#### LISTED ENTRIES ####

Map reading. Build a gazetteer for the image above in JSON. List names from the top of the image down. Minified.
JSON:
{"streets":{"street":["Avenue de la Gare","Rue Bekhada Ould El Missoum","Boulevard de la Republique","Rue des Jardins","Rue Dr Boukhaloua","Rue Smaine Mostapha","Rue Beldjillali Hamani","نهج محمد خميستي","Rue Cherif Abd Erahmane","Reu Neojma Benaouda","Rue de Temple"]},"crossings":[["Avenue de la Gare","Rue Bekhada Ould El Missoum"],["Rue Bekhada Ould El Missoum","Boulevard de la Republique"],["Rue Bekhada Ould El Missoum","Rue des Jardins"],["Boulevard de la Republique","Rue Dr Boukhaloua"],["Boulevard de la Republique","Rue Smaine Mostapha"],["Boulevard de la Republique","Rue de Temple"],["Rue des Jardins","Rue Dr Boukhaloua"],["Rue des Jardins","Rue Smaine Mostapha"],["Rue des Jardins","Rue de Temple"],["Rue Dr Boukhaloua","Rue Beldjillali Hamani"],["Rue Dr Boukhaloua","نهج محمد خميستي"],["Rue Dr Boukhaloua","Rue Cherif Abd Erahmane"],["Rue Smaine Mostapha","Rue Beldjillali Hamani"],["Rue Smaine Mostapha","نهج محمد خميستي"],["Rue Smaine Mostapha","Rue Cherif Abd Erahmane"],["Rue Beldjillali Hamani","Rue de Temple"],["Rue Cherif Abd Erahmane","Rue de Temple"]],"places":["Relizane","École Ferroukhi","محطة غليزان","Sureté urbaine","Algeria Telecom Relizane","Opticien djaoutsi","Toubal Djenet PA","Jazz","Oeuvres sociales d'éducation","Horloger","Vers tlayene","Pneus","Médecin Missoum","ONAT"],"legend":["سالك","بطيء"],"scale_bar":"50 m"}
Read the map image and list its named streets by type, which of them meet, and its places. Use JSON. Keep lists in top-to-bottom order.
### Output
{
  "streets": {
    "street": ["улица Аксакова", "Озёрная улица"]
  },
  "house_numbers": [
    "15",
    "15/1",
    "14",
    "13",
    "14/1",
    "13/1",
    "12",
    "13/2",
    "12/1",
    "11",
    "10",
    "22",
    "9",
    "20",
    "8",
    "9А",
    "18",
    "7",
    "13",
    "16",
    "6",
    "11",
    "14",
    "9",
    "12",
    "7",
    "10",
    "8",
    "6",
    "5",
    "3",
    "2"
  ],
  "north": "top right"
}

####

The word "image" appears in some lines above. Return every one of those lines.

Map reading. Build a gazetteer for the image above in JSON. List names from the top of the image down. Minified.
Read the map image and list its named streets by type, which of them meet, and its places. Use JSON. Keep lists in top-to-bottom order.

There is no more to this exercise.